Although the ban didn’t explicitly mention official government business such as press conferences, Ariyanti said authorities should practice what they preach.  

“Officials should obey the edict by not conducting the press conferences which will trigger the crowd of journalists,” she told VOA.  

She also said multiple journalists have reported instances of elected or government officials inviting journalists into hospitals or airports to report on donations the officials have made.  

By partnering with the Jakarta-based “Committee for Journalist Safety” — a consortium of Indonesian free press advocacy groups — AIJ has distilled those anonymous complaints into a safety protocols booklet that newsrooms can consult to keep reporters safe while covering the outbreak.  

While AIJ says some reporters fear that filing complaints with the organization may cost them their jobs, Ariyanti said she hopes the booklet is proof that all complaints from the field remain anonymous.  

For Jakarta-based media consultant Arif Zulkifli, keeping reporters safe means making international safety guidelines visible in all newsrooms while connecting directly with journalists in the field.  

Beyond advising social-distance training and newsroom-wide allocation of face masks, hand sanitizer and other protective gear, Zulkifli also implores reporters to work smarter.  

"I still see journalists gathering in crowds, fighting over photo-op positioning in less than 1 meter of space," he told VOA. “If close meetings are inevitable, then at least keep the 1-meter distance."  

International norms  

Jakarta's foreign correspondents say their outlets were better prepared to address hazards of covering the outbreak.  

“From the start, we weren't allowed to cover stories in hospitals," said Kyodo News Correspondent Christine Tjandraningsih, explaining that her colleagues have been restricted to telework or newsroom-based reporting.  

"I even self-isolated for several days because I was in the same room with a bunch of presidential palace reporters to cover the minister from March 6 through 13, every day from morning to night," she said. "But perhaps every bureau is different, depending on the situation.”  

Large international outlets such as CNN, The New York Times, and BBC — the majority of which abide by journalism safety guidelines issued by the Organization for Security and Co-operation in Europe — have turned to around-the-clock telework arrangements for the majority of reporters, typically sending correspondents into the field only if essential.

Voice of America ordered 80% of its Washington staff to begin teleworking on March 15. On March 22, foreign correspondents and stringers were advised against reporting from high-risk exposure sites such as hospitals and large public gatherings.

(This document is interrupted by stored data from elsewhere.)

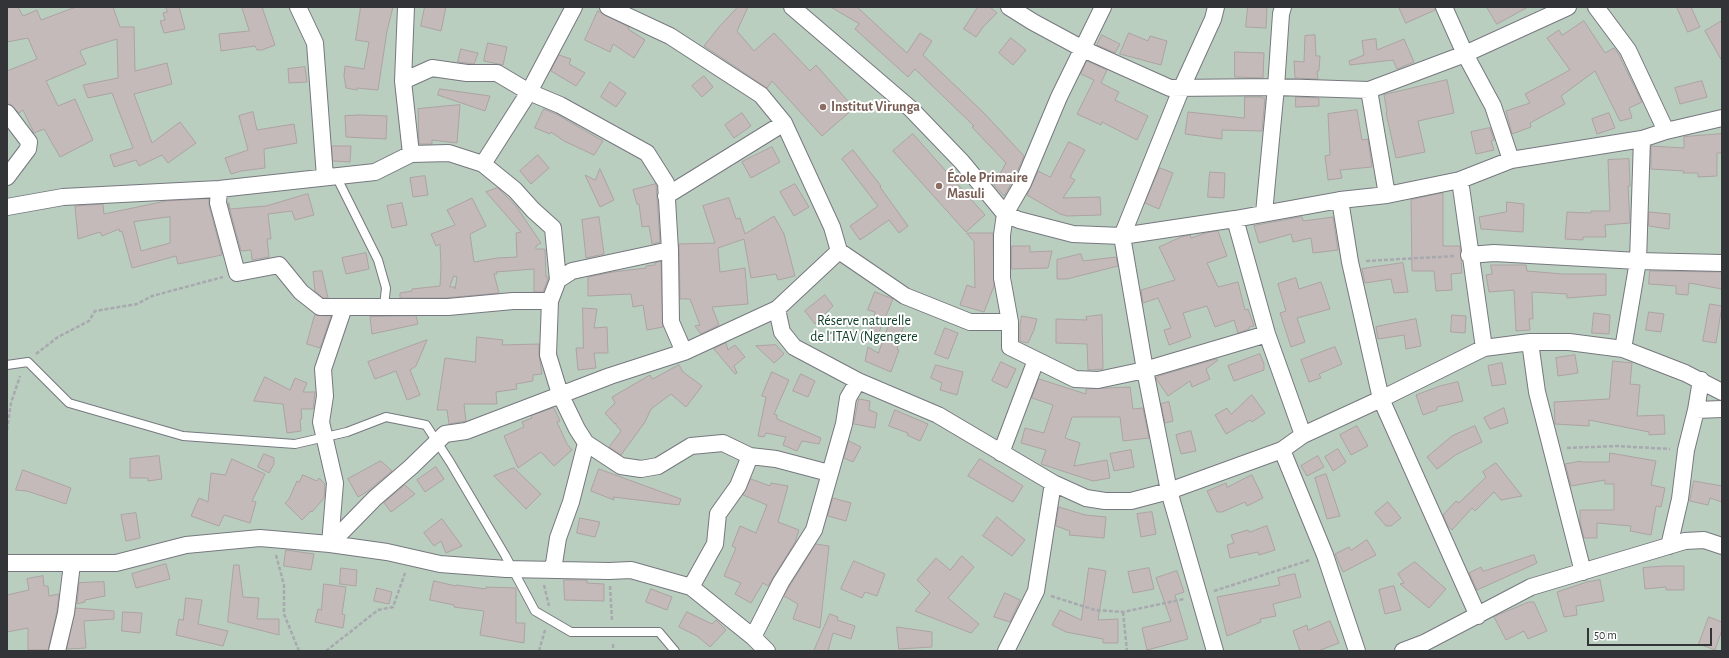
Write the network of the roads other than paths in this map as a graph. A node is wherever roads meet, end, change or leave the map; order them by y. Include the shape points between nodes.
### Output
1 (298, 7) edge
2 (406, 7) edge
3 (574, 7) edge
4 (608, 7) edge
5 (792, 7) edge
6 (1009, 7) edge
7 (1103, 7) edge
8 (1216, 7) edge
9 (1283, 7) edge
10 (1444, 7) edge
11 (1568, 7) edge
12 (1596, 7) edge
13 (1083, 49) junction
14 (1465, 54) junction
15 (403, 81) junction
16 (1182, 87) junction
17 (1276, 87) junction
18 (1369, 90) junction
19 (529, 92) junction
20 (7, 113) edge
21 (1722, 118) edge
22 (784, 123) junction
23 (1666, 130) junction
24 (1642, 139) junction
25 (411, 154) junction
26 (1511, 160) junction
27 (482, 164) junction
28 (7, 177) edge
29 (331, 177) junction
30 (1460, 180) junction
31 (219, 189) junction
32 (1387, 195) junction
33 (666, 196) junction
34 (1340, 200) junction
35 (7, 207) edge
36 (1264, 213) junction
37 (1005, 214) junction
38 (1235, 219) junction
39 (1122, 236) junction
40 (670, 250) junction
41 (839, 251) junction
42 (1469, 255) junction
43 (1638, 262) junction
44 (1722, 262) edge
45 (558, 280) junction
46 (550, 301) junction
47 (384, 306) junction
48 (344, 307) junction
49 (777, 309) junction
50 (1010, 322) junction
51 (1267, 334) junction
52 (1530, 342) junction
53 (1484, 348) junction
54 (1623, 349) junction
55 (684, 352) junction
56 (1036, 360) junction
57 (7, 364) edge
58 (1145, 370) junction
59 (1700, 380) junction
60 (858, 381) junction
61 (1722, 392) edge
62 (560, 394) junction
63 (1380, 399) junction
64 (1722, 409) edge
65 (1696, 410) junction
66 (1303, 435) junction
67 (324, 437) junction
68 (437, 442) junction
69 (586, 443) junction
70 (1282, 450) junction
71 (1001, 453) junction
72 (750, 456) junction
73 (829, 473) junction
74 (1053, 483) junction
75 (1169, 490) junction
76 (330, 544) junction
77 (1669, 546) junction
78 (1722, 546) edge
79 (7, 563) edge
80 (72, 564) junction
81 (513, 569) junction
82 (553, 570) junction
83 (1583, 572) junction
84 (691, 587) junction
85 (1478, 616) junction
86 (753, 637) junction
87 (57, 651) edge
88 (674, 651) edge
89 (767, 651) edge
90 (1006, 651) edge
91 (1215, 651) edge
92 (1357, 651) edge
93 (1403, 651) edge

1 - 29 street via 315,43
2 - 15 street
3 - 19 street
4 - 22 street via 670,36 760,96
5 - 37 street via 912,109 962,162
6 - 13 street
7 - 13 street
8 - 16 street
9 - 17 street via 1280,14
10 - 14 street
11 - 14 street
12 - 23 street via 1628,50
13 - 16 street via 1170,88
13 - 37 street via 1059,97 1023,183
14 - 18 street
14 - 26 street via 1493,106
15 - 19 street via 432,68 467,73 497,73
15 - 25 street
16 - 17 street
16 - 39 street
17 - 18 street
17 - 36 street
18 - 32 street
19 - 27 street
19 - 33 street via 560,105 647,153 666,183
20 - 28 street via 29,142 28,149
21 - 23 street
22 - 33 street
22 - 41 street via 832,227
23 - 24 street
24 - 26 street
24 - 43 street
25 - 27 street via 449,152
25 - 29 street via 375,172
26 - 30 street
27 - 45 street via 515,190 554,228
29 - 31 street
29 - 47 lane via 378,260 386,288
30 - 32 street
30 - 42 street
31 - 35 street via 63,197
31 - 48 street via 218,203 237,273 279,265 301,292 320,307
32 - 34 street
33 - 40 street
34 - 36 street
34 - 63 street via 1350,262
36 - 38 street
37 - 39 street via 1073,234
37 - 50 street via 1002,235 1002,278
38 - 39 street
38 - 51 street
39 - 58 street
40 - 45 street via 572,271
40 - 55 street via 671,322
41 - 49 street
41 - 50 street via 905,296 970,322
42 - 43 street via 1494,254
42 - 53 street
43 - 44 street
43 - 54 street
45 - 46 street
46 - 47 street via 513,301 448,307
46 - 62 street via 548,356
47 - 48 street
48 - 67 street via 323,369
49 - 55 street
49 - 60 street via 782,332 794,348
50 - 56 street via 1010,347
51 - 58 street
51 - 66 street
52 - 53 street
52 - 54 street via 1570,342
52 - 83 street via 1537,392
53 - 63 street
54 - 59 street
55 - 62 street
56 - 58 street via 1074,379 1098,380
56 - 71 street
57 - 67 lane via 28,362 69,403 183,436 295,444
58 - 75 street
59 - 61 street
59 - 65 street
60 - 71 street via 938,415
60 - 73 street via 848,398 844,424
62 - 68 street via 466,431 445,434
62 - 69 street via 576,429
63 - 66 street
63 - 85 street
64 - 65 street
65 - 77 street via 1686,450 1680,500
66 - 70 street
67 - 68 lane via 347,432 386,417 426,425
67 - 76 street via 335,483
68 - 76 street via 375,498
68 - 81 lane
69 - 72 street via 621,466 641,469 658,466 691,446 707,444 722,444
69 - 82 street via 571,502 558,538
70 - 75 street
70 - 92 street via 1325,555
71 - 74 street
72 - 73 street via 776,459
72 - 84 street via 738,486 718,514 715,544
73 - 86 street via 814,530 781,582
74 - 75 street via 1086,498 1105,501 1130,500
74 - 90 street via 1036,591
75 - 91 street
76 - 80 street via 260,538 186,545 116,563
76 - 81 street via 387,552 440,564
77 - 78 street via 1686,541 1704,540
77 - 83 street
79 - 80 street
80 - 87 street via 66,613
81 - 82 street
81 - 88 lane via 535,610 571,632 659,632
82 - 84 street via 631,570
83 - 85 street via 1531,587
84 - 86 street
85 - 93 street
86 - 89 street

Venturing into the field for any reason requires practicing social distancing, and foreign bureaus are outfitted with safety equipment such as masks.  

Unified messaging  

Since late March, nearly 100 national and regional media companies across Indonesia have begun using the hashtag #MediaLawanCovid19, which translates as MediaAgainstCovid19.  

The tag's creator, Metta Dharmasaputra, said he hopes the hashtag continues to gain visibility across platforms and will unify journalists in their efforts to stay safe in the field.  

“Posters [bearing the hashtag] were made by our friends in Katadata," a Jakarta-based digital media, data and research company, Dharmasaputra told VOA.  

"[It was used in] videos by CNN [Indonesia] and Metro TV, and postcards were made by Kompas.com," he said, adding that it was also cited in radio pieces by KBR, Indonesia's first independent radio station.  

"All of them were released simultaneously, as if they were all pooling content altogether,” he said.  

Paris-based Reporters Without Borders ranks Indonesia 124 out of 180 countries in its 2019 World Press Freedom Index, a 2-point drop from its 2018 ranking.